In the state of Tennessee, a first-degree murder charge is the most serious one that a person can face. In cases involving aggravating factors, an individual could spend the rest of his or her life in prison without the possibility of parole. There is also the chance that a person could be put to death. Aggravating factors include mutilating a dead body, hiring someone to commit the murder or killing someone to interfere with an ongoing criminal case.
These penalties could be applied if the victim is older than 70 or younger than 12 years of age. Finally, an individual may be sentenced to life in prison or death if he or she is convicted of killing three or more people in a span of 48 months or has been convicted of a violent felony in the past. Defendants or their attorneys may be able to create a variety of defenses to a first-degree murder charge.
For instance, it may be possible to claim that an individual was forced to commit murder by another person.
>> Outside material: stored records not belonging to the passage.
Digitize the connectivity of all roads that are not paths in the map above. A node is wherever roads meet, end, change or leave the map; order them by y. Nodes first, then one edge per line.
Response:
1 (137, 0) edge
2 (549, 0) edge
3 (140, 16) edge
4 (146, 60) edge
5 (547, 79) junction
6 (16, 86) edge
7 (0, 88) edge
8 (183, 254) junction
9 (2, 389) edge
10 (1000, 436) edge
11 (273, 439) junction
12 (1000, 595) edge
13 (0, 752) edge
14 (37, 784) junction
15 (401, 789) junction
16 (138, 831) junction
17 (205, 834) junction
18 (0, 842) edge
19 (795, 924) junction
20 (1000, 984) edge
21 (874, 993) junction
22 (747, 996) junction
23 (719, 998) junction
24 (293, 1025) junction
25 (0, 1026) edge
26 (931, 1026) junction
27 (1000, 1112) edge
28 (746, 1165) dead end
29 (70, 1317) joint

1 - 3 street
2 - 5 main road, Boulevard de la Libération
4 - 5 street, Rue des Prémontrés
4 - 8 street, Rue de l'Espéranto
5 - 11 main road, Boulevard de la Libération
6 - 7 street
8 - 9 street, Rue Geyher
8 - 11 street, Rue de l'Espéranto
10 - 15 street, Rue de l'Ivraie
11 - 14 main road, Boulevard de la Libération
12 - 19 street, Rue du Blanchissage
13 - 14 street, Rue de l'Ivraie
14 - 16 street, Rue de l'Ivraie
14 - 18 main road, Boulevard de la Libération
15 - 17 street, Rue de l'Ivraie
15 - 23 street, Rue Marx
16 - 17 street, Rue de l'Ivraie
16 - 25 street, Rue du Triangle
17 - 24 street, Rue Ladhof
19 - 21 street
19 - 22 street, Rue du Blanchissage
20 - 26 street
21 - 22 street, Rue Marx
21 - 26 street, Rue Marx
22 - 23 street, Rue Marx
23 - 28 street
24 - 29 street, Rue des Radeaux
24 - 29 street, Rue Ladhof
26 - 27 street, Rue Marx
An attorney may also claim that a person was merely an accomplice to the crime and that he or she was only a minor participant in any events that led to a person dying. Finally, an attorney may argue that a person had a moral reason to kill another individual.
Individuals who are charged with violent crimes may benefit from hiring a criminal law attorney. An attorney might create enough reasonable doubt to allow a client to obtain a plea deal or an acquittal. This may be done by casting doubt on witness testimony or other evidence used at trial. Legal counsel may be able to have evidence suppressed prior to a trial starting, which might weaken the case against a defendant.